Am I the only one who thinks it's weird to run an interpreted language inside of a virtual machine? Would there be any application to it, aside from rewriting overly-verbose Java code in a more concise language?
...for the next OS X update, when this breaks the updating.
People will cry foul on the boards, other people will note that as this isn't an official release, it should have been expected that it'd break the updating.
It'll be fun for the whole family!
Shouldn't they be upset at Sun? Why is Apple getting the flack?
Apple integrates their Java into the OS, but a standalone JDK exists within its own directory tree and doesn't interfere with anything else. I have 4 different JDKs installed on my machines and they don't interfere with each other or the resident JDK.

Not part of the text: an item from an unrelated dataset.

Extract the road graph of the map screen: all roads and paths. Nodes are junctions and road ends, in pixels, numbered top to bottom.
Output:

It's the preferred keyboard layout of first person shooters, ever since Quake (or in my case, Half-Life). I use it because I can have other keys around my fingers to easily access buttons for reloading, using items (such as doors and health stations), jumping and ducking (easily done at the same time when the duck and jump keys are located conveniently under my thumb and pinkie), running, switching weapons, and even checking my score (usually only in multiplayter). You should try it instead of those stupid arrow keys..

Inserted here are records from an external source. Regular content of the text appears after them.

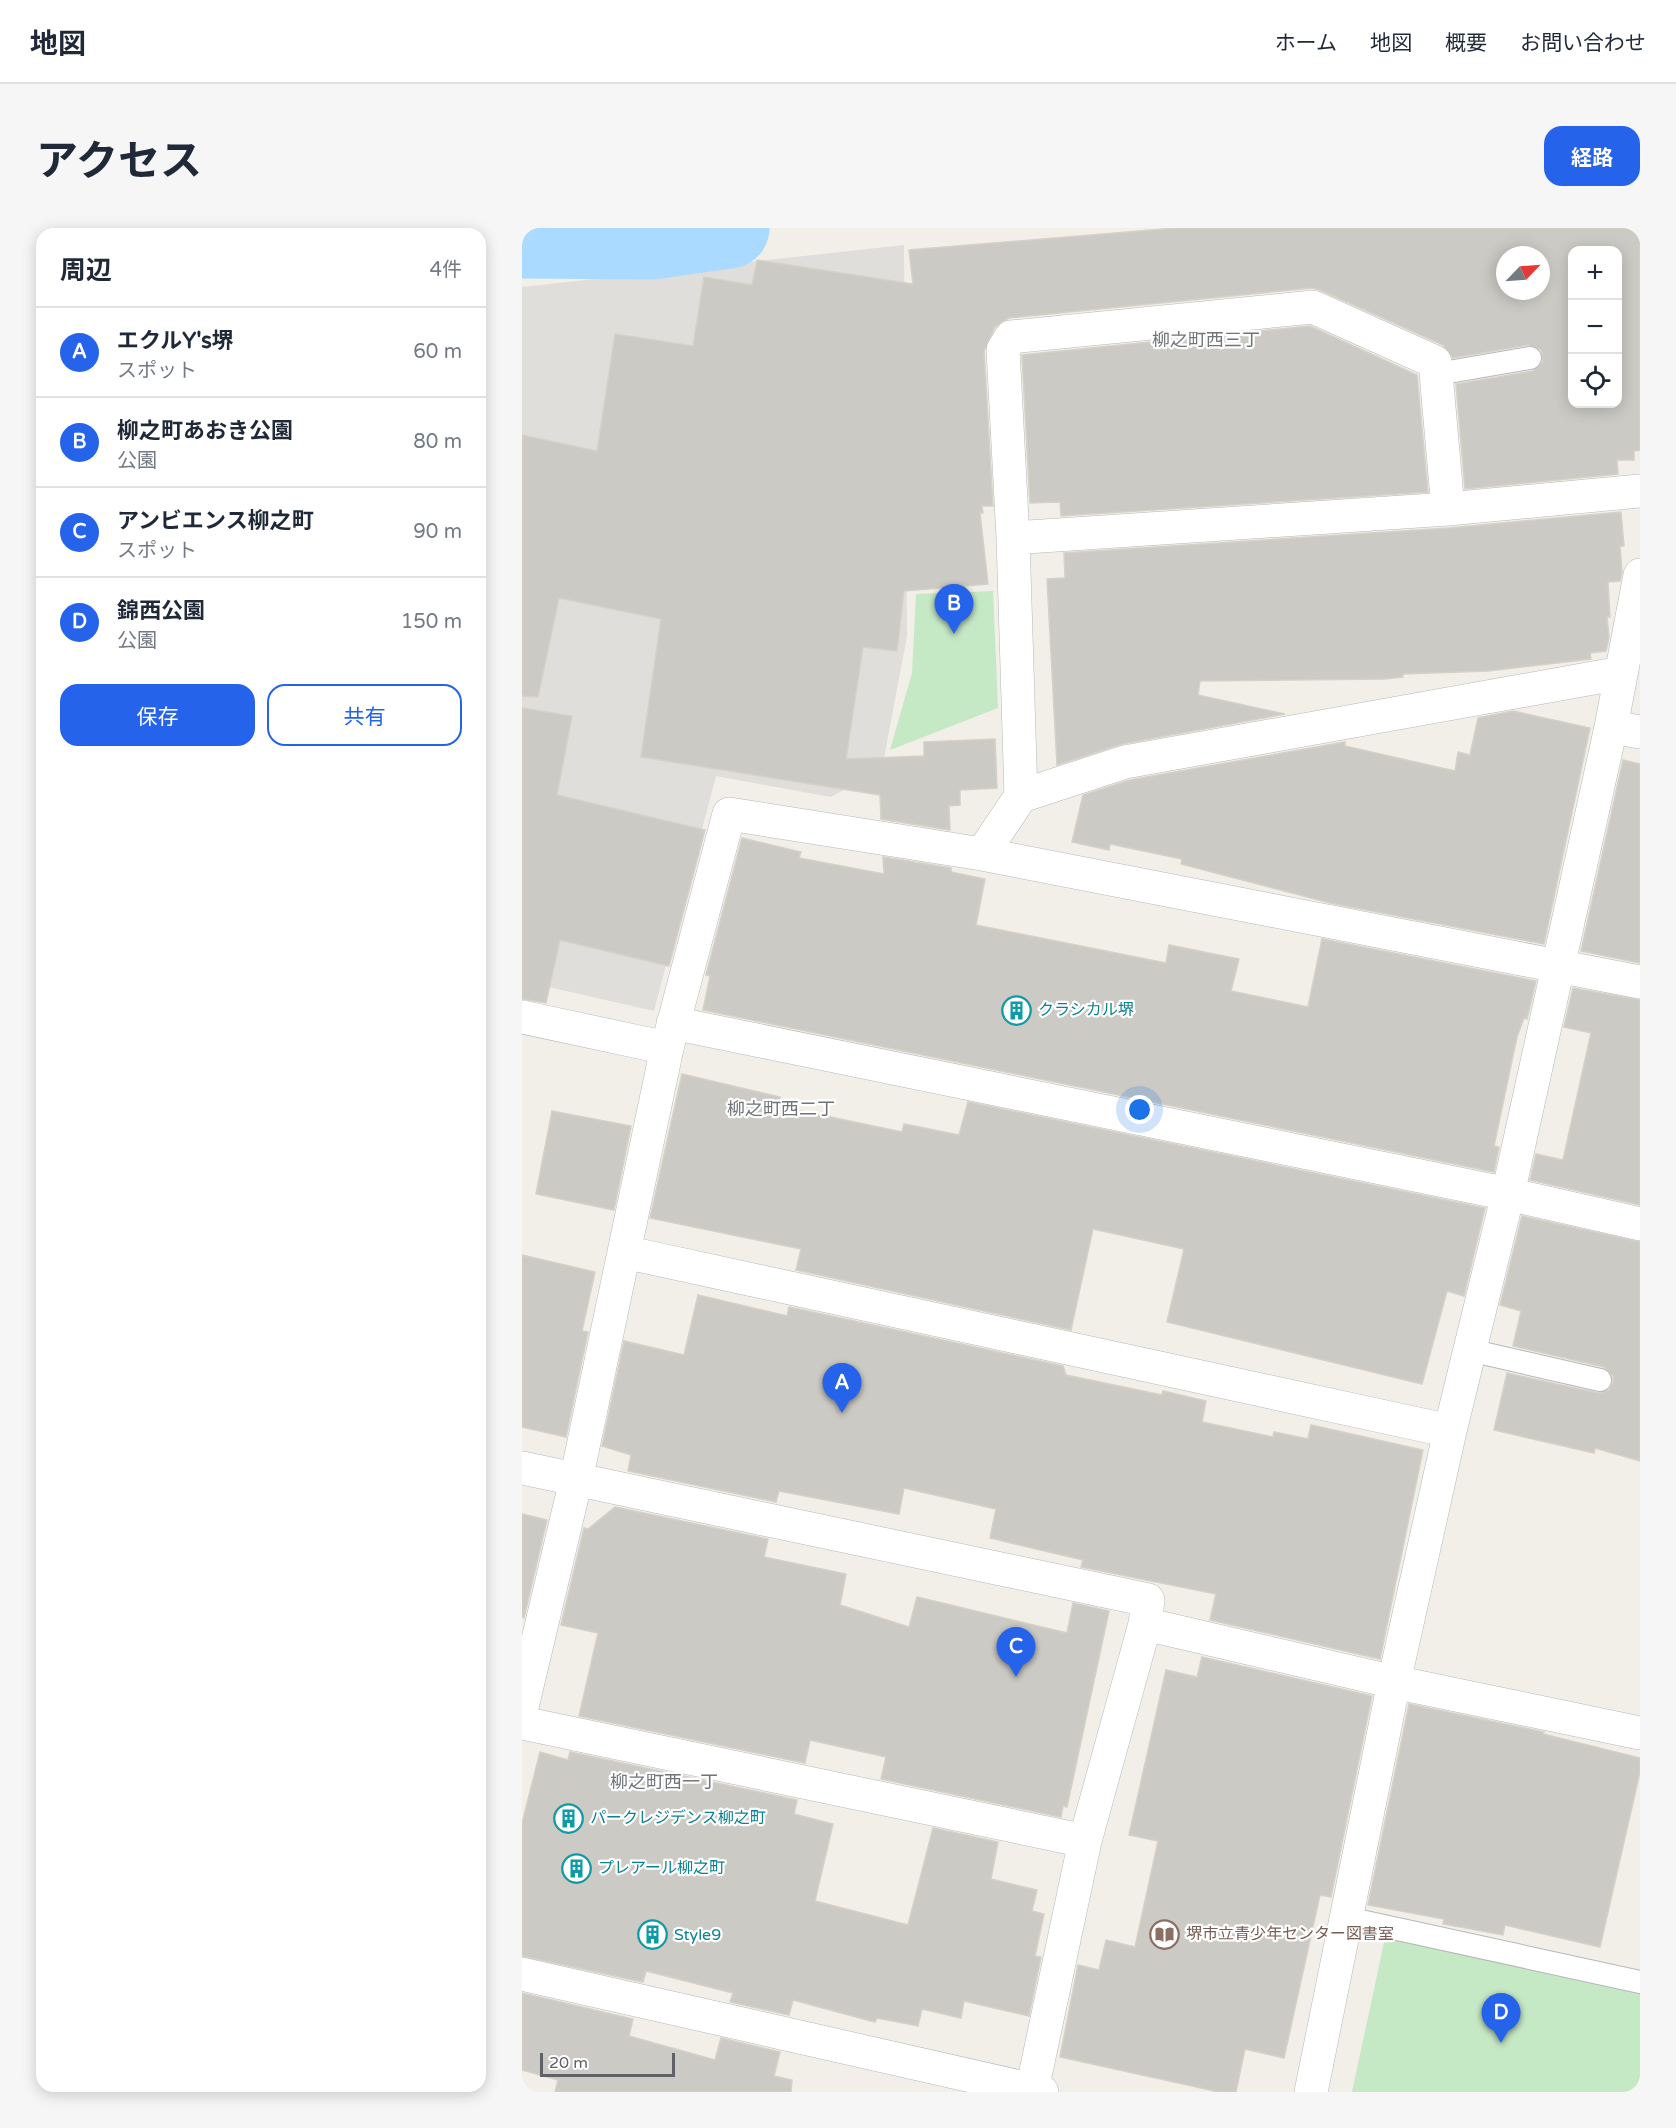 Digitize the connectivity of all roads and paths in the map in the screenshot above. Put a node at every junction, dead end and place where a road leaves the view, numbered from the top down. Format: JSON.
{"nodes":[{"id":1,"x":1530,"y":358,"type":"dead end"},
{"id":2,"x":1437,"y":374,"type":"junction"},
{"id":3,"x":1640,"y":491,"type":"edge"},
{"id":4,"x":1448,"y":509,"type":"junction"},
{"id":5,"x":1013,"y":538,"type":"junction"},
{"id":6,"x":1640,"y":575,"type":"edge"},
{"id":7,"x":1621,"y":673,"type":"junction"},
{"id":8,"x":1625,"y":730,"type":"edge"},
{"id":9,"x":1021,"y":796,"type":"junction"},
{"id":10,"x":982,"y":854,"type":"junction"},
{"id":11,"x":1558,"y":965,"type":"junction"},
{"id":12,"x":1640,"y":982,"type":"edge"},
{"id":13,"x":522,"y":1017,"type":"edge"},
{"id":14,"x":670,"y":1036,"type":"junction"},
{"id":15,"x":1508,"y":1194,"type":"junction"},
{"id":16,"x":1640,"y":1224,"type":"edge"},
{"id":17,"x":624,"y":1252,"type":"junction"},
{"id":18,"x":1469,"y":1350,"type":"junction"},
{"id":19,"x":1600,"y":1380,"type":"dead end"},
{"id":20,"x":1450,"y":1431,"type":"junction"},
{"id":21,"x":522,"y":1468,"type":"edge"},
{"id":22,"x":576,"y":1480,"type":"junction"},
{"id":23,"x":1145,"y":1624,"type":"junction"},
{"id":24,"x":1394,"y":1682,"type":"junction"},
{"id":25,"x":522,"y":1707,"type":"edge"},
{"id":26,"x":522,"y":1723,"type":"edge"},
{"id":27,"x":1640,"y":1733,"type":"edge"},
{"id":28,"x":1085,"y":1841,"type":"junction"},
{"id":29,"x":1347,"y":1918,"type":"junction"},
{"id":30,"x":522,"y":1974,"type":"edge"},
{"id":31,"x":1640,"y":1982,"type":"edge"},
{"id":32,"x":1037,"y":2091,"type":"edge"},
{"id":33,"x":1311,"y":2092,"type":"edge"}],
"edges":[{"from":1,"to":2,"type":"lane"},
{"from":2,"to":4,"type":"street"},
{"from":2,"to":5,"type":"street"},
{"from":3,"to":4,"type":"street"},
{"from":4,"to":5,"type":"street"},
{"from":5,"to":9,"type":"street"},
{"from":6,"to":7,"type":"street"},
{"from":7,"to":8,"type":"street"},
{"from":7,"to":9,"type":"street"},
{"from":8,"to":11,"type":"street"},
{"from":9,"to":10,"type":"street"},
{"from":10,"to":11,"type":"street"},
{"from":10,"to":14,"type":"street"},
{"from":11,"to":12,"type":"street"},
{"from":11,"to":15,"type":"street"},
{"from":13,"to":14,"type":"street"},
{"from":14,"to":15,"type":"street"},
{"from":14,"to":17,"type":"street"},
{"from":15,"to":16,"type":"street"},
{"from":15,"to":18,"type":"street"},
{"from":17,"to":20,"type":"street"},
{"from":17,"to":22,"type":"street"},
{"from":18,"to":19,"type":"lane"},
{"from":18,"to":20,"type":"street"},
{"from":20,"to":24,"type":"street"},
{"from":21,"to":22,"type":"street"},
{"from":22,"to":23,"type":"street"},
{"from":22,"to":25,"type":"street"},
{"from":23,"to":24,"type":"street"},
{"from":23,"to":28,"type":"street"},
{"from":24,"to":27,"type":"street"},
{"from":24,"to":29,"type":"street"},
{"from":26,"to":28,"type":"street"},
{"from":28,"to":32,"type":"street"},
{"from":29,"to":31,"type":"lane"},
{"from":29,"to":33,"type":"street"},
{"from":30,"to":32,"type":"street"}]}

which is totally what she said
If the programs know to use the new version of Java it should. Java 6 is faster then Java 5(http://en.wikipedia.org/wiki/Java_version_history). According to some other posts the JDK for OSX is built in. With any luck this JDK will replace that one. There is also a chance that the programs will need to be recompiled to take full advantage of it.
No J2SE 6 there.
Energy: time to change the picture.
(Note: I am a Java developer by day.)
There was a huge, huge stink in the Java community when Leopard was released without Java6. Teeth were gnashed, complaints were shouted from the rooftops, great offense was taken. Threads of truly astonishing lengths were generated.

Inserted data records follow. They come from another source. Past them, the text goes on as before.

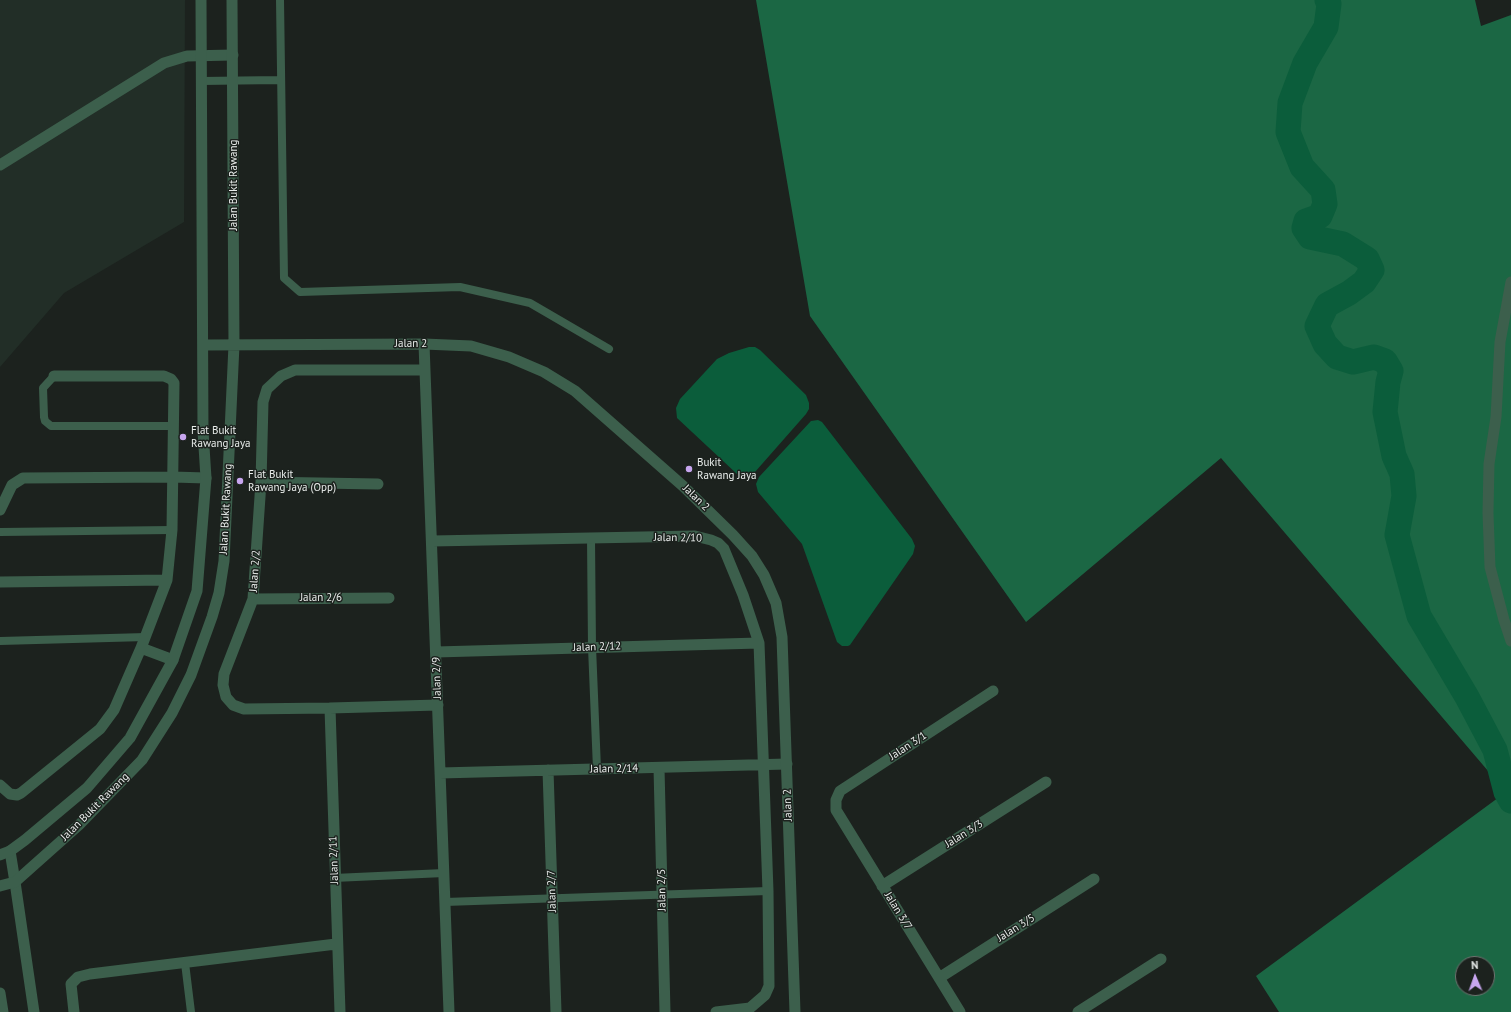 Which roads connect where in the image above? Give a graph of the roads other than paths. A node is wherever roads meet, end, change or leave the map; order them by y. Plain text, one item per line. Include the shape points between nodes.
1 (201, 0) edge
2 (232, 0) edge
3 (280, 0) edge
4 (233, 55) junction
5 (201, 56) junction
6 (280, 80) junction
7 (202, 81) junction
8 (234, 81) junction
9 (0, 165) edge
10 (1511, 282) edge
11 (234, 344) junction
12 (424, 344) junction
13 (203, 345) junction
14 (609, 349) dead end
15 (425, 370) junction
16 (54, 376) joint
17 (174, 426) junction
18 (173, 477) junction
19 (206, 478) junction
20 (261, 482) junction
21 (378, 484) dead end
22 (0, 510) edge
23 (172, 530) junction
24 (0, 532) edge
25 (591, 539) junction
26 (432, 541) junction
27 (167, 580) junction
28 (0, 582) edge
29 (389, 598) dead end
30 (253, 599) junction
31 (146, 637) junction
32 (0, 641) edge
33 (1511, 641) edge
34 (759, 643) junction
35 (592, 647) junction
36 (141, 648) junction
37 (436, 652) junction
38 (173, 660) junction
39 (993, 691) dead end
40 (438, 705) junction
41 (330, 708) junction
42 (787, 764) junction
43 (763, 765) junction
44 (659, 768) junction
45 (597, 769) junction
46 (548, 770) junction
47 (440, 773) junction
48 (1046, 782) dead end
49 (0, 785) edge
50 (836, 810) joint
51 (5, 853) edge
52 (444, 873) junction
53 (334, 878) junction
54 (1094, 879) dead end
55 (15, 882) junction
56 (0, 886) edge
57 (882, 886) junction
58 (768, 891) junction
59 (662, 895) junction
60 (552, 899) junction
61 (445, 902) junction
62 (336, 944) junction
63 (1161, 959) dead end
64 (185, 963) junction
65 (939, 978) junction
66 (0, 993) edge
67 (3, 1012) edge
68 (34, 1012) edge
69 (74, 1012) edge
70 (191, 1012) edge
71 (340, 1012) edge
72 (450, 1012) edge
73 (556, 1012) edge
74 (665, 1012) edge
75 (716, 1012) edge
76 (795, 1012) edge
77 (960, 1012) edge
78 (1078, 1012) edge

1 - 5 street, Jalan Bukit Rawang
2 - 4 street, Jalan Bukit Rawang
3 - 6 lane
4 - 5 street
4 - 8 street, Jalan Bukit Rawang
5 - 7 street, Jalan Bukit Rawang
5 - 9 street via 187,56 164,63
6 - 8 lane
6 - 14 lane via 284,278 300,292 460,287 530,303
7 - 8 lane
7 - 13 street, Jalan Bukit Rawang
8 - 11 street, Jalan Bukit Rawang
10 - 33 street via 1500,342 1496,417 1489,464 1488,513 1490,566
11 - 12 street, Jalan 2
11 - 13 street, Jalan 2
11 - 55 street, Jalan Bukit Rawang via 224,561 219,593 191,675 172,713 142,760 80,825
12 - 15 street, Jalan 2/9
12 - 42 street, Jalan 2 via 471,346 509,357 544,372 575,391 683,486 752,556 764,575 776,603 782,637
13 - 19 street, Jalan Bukit Rawang
15 - 20 street, Jalan 2/2 via 295,370 280,376 268,389 263,402
15 - 26 street, Jalan 2/9
16 - 17 street via 168,377 172,379 174,387
16 - 17 lane via 43,388 44,417 51,426
17 - 18 street
18 - 19 street
18 - 22 street via 23,478 12,486
18 - 23 street
19 - 38 street, Jalan Bukit Rawang via 197,590
20 - 21 street
20 - 30 street, Jalan 2/2
23 - 24 lane
23 - 27 street
25 - 26 street, Jalan 2/10
25 - 34 street, Jalan 2/10 via 695,536 718,543 729,559
25 - 35 lane
26 - 37 street, Jalan 2/9
27 - 28 street
27 - 31 street
29 - 30 street, Jalan 2/6
30 - 41 street, Jalan 2/2 via 224,674 226,697 233,705 244,709
31 - 32 lane
31 - 36 street
34 - 35 street, Jalan 2/12
34 - 43 street, Jalan 2/10
35 - 37 street, Jalan 2/12
35 - 45 lane
36 - 38 street
36 - 49 street via 114,710 100,729 21,793 10,794
37 - 40 street, Jalan 2/9
38 - 51 street, Jalan Bukit Rawang via 130,738 87,788
39 - 50 street, Jalan 3/1 via 840,791 836,800
40 - 41 street, Jalan 2/2
40 - 47 street, Jalan 2/9
41 - 53 street, Jalan 2/11
42 - 43 street, Jalan 2/14
42 - 76 street, Jalan 2
43 - 44 street, Jalan 2/14
43 - 58 street, Jalan 2/10
44 - 45 street, Jalan 2/14
44 - 59 street, Jalan 2/5
45 - 46 street, Jalan 2/14
46 - 47 street, Jalan 2/14
46 - 60 street, Jalan 2/7
47 - 52 street, Jalan 2/9
48 - 57 street, Jalan 3/3
50 - 57 street, Jalan 3/7
51 - 55 street
52 - 53 lane
52 - 61 street, Jalan 2/9
53 - 62 street, Jalan 2/11
54 - 65 street, Jalan 3/5
55 - 56 street, Jalan Bukit Rawang
55 - 68 street
57 - 65 street, Jalan 3/7
58 - 59 lane
58 - 75 street, Jalan 2/10 via 769,986 765,995 750,1008
59 - 60 lane
59 - 74 street, Jalan 2/5
60 - 61 lane
60 - 73 street, Jalan 2/7
61 - 72 street, Jalan 2/9
62 - 64 street
62 - 71 street, Jalan 2/11
63 - 78 street
64 - 69 street via 78,977 71,984
64 - 70 lane
65 - 77 street, Jalan 3/7
66 - 67 street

Watching all of this transpire made me incredibly embarrassed of the Java community. (Note: Predictable smart-ass comments can be inserted after the previous sentence.) The hue and cry was simply amazing and, let's face it, immature. "I want Java6 *now* and since it's not there I'm abandoning the Mac as my platform!" In other words: "I'm taking my toys and going home." Very, very few of the complaints were from people who actually depend upon Java6, i.e. are building apps with it. Instead, there was a large sense of entitlement that was unjustified and exhibitied a childish impatience that was amazing to watch, with a strong dose of the usual fanboy/hater streetfight.
*shrug* There were two choices that were much less reactionary: (a) wait for the Apple release Java6 or (b) work on the OpenJDK project. Kudos to Landon for doing this. It's a big start, and will hopefully generate enough interest to move it forward significantly.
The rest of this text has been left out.